Where Ground Beef Meets Blistered Dough and No Rules Apply

Smashburger pizza doesn’t ask permission. You’re standing over hardwood coals on a forest clearing, the kind of spot where the trees lean in and the smoke hangs low between the branches. The cast iron is black and screaming hot. You ball up the beef, press it flat until it snarls and crisps at the edges, then you lay it across a dough that’s been blistering against the same fire for the last five minutes. This is smashburger pizza the way it was meant to exist — savage, fast, and built on nothing but fire, fat, and instinct.

The beauty of cooking smashburger pizza over an open fire is the violence of the process. You don’t babysit. You smash hard, you get out of the way, and you let the heat do its work. The Maillard crust that forms on the beef in those first 90 seconds is the whole game — paper-thin, charred at the rim, saturated with rendered fat. That crust doesn’t happen in an oven. It happens when cold meat hits screaming hot iron and something primal takes over. The cast iron skillet holds the heat evenly, the dough gets a smoky char underneath, and the American cheese pulls over everything like a blanket that refuses to let go.

This is a one-fire, one-pan situation. You smash, you caramelize, you bake — all in the same skillet, all over the same coals. The burger sauce is sharp and tangy, the onions are dark and jammy, and the pickles cut through the fat like a knife. Smashburger pizza sounds like a gimmick until you’ve eaten it standing around a fire with a cast iron in your hand, burns on your knuckles, and zero regrets. That’s when you understand it’s not a gimmick at all. It’s just the right idea at the right temperature. If you want to take the fire-pizza concept in the opposite direction — restrained, classic, cheese-stuffed — our Campfire Stuffed Crust Garlic Bread Pizza goes deep into traditional Italian territory using the same coal-bed setup.

Sliced smashburger pizza in cast iron with crispy crust, molten American cheese, and dill pickles
Smashburger pizza meets cast iron and open fire — smashed 80/20 beef, caramelized onions, and molten American cheese on a fire-blistered crust. This is the smashburger pizza you didn't know you needed.

Why This Smashburger Pizza?

Most smashburger pizza recipes are oven projects. They lose the point entirely. The cast iron open fire version gives you two things no oven can — a genuinely charred dough base with smoke built into the crust, and that savage, crackling sear on the beef that only happens when iron hits hardwood heat. This recipe uses 80/20 ground beef for maximum fat render, caramelized onions deglazed in pickle brine for acidity and depth, and American cheese because it melts flawlessly over irregular surfaces. Every component is campfire-native. Nothing is a compromise. For another fire-built take on the smash-and-stack idea — but with a hot dog instead of dough — our Pizza Dog layers Italian toppings across a charred frank.

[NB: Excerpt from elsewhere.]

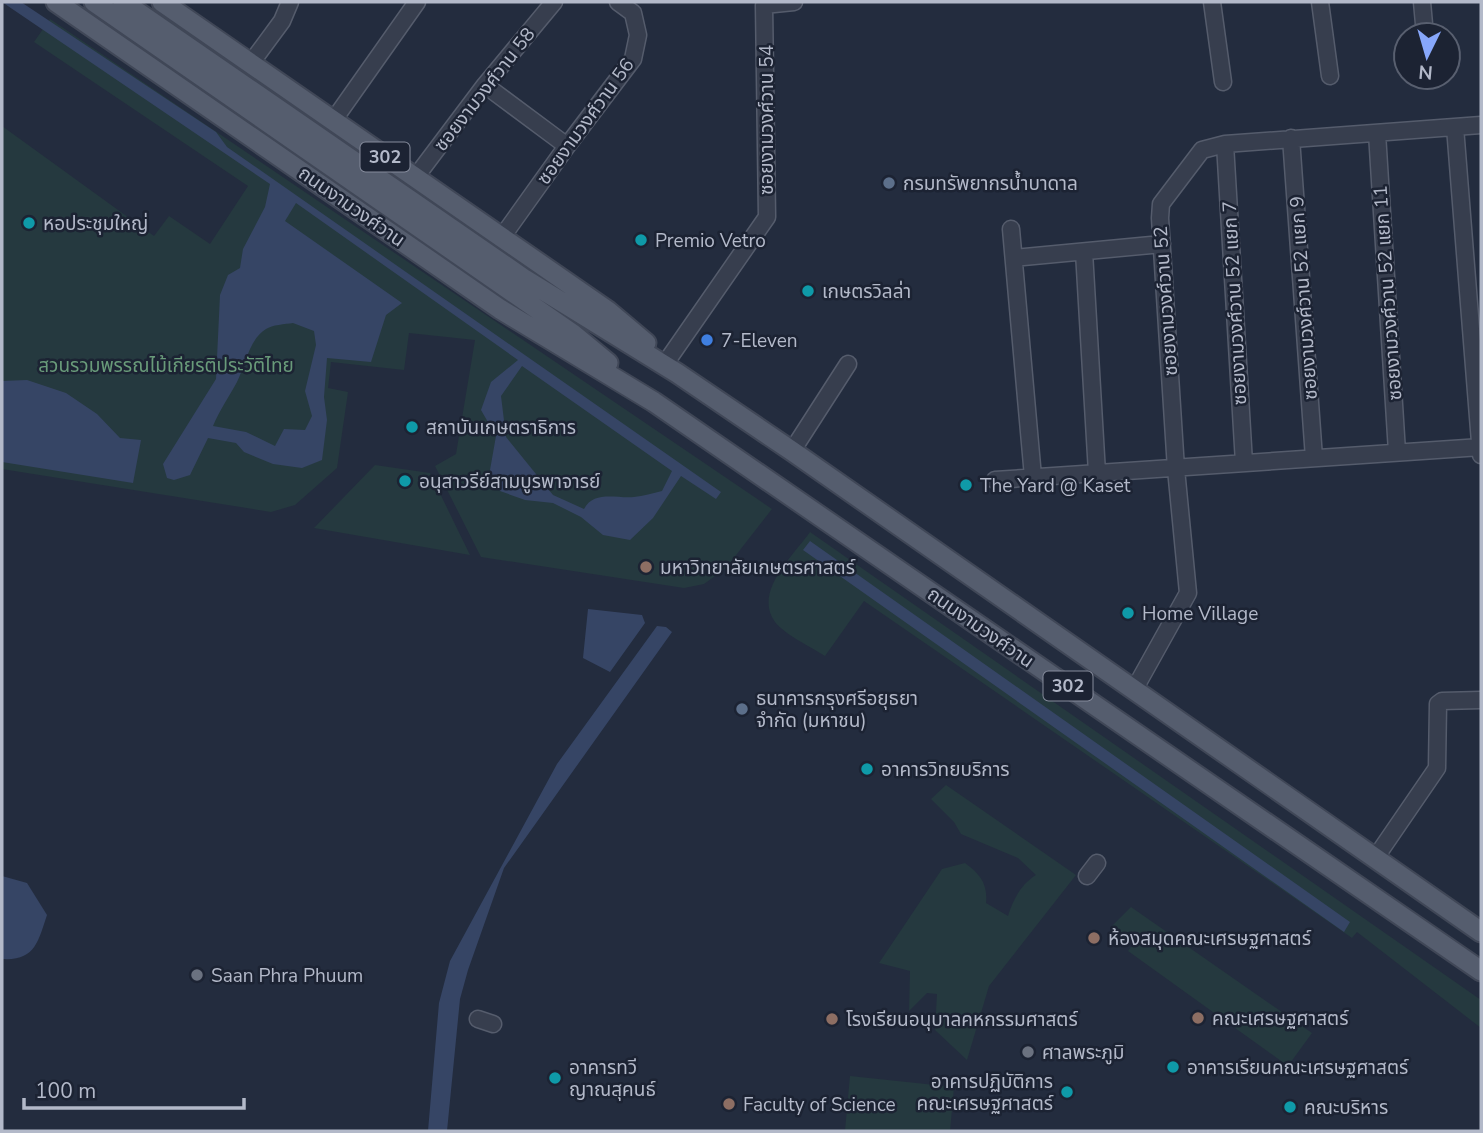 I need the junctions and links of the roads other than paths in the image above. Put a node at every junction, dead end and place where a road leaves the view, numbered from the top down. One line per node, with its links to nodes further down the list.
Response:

Smashburger Pizza Ingredients

Keep it honest and keep it fat. Smashburger pizza lives and dies by the quality of the beef and the heat of the pan — everything else is just support. Go 80/20 ground beef, never leaner.

  • The Dough:
  • All-purpose flour (unbleached if you have it)
  • Instant yeast
  • Kosher salt
  • Warm water
  • Olive oil (for the dough and the pan)
  • The Smashburger Topping:
  • 80/20 ground beef (loose balls, not packed patties)
  • White onion (large, thinly sliced)
  • American cheese (not cheddar — American melts right)
  • Neutral oil (for the smash)
  • Kosher salt
  • Black pepper (coarsely cracked)
  • The Sauce & Finish:
  • Yellow mustard
  • Ketchup
  • Mayonnaise
  • Pickle brine (straight from the jar)
  • Dill pickle slices (drained)
  • Flaky sea salt (for finishing)
  • Shredded iceberg lettuce (for serving)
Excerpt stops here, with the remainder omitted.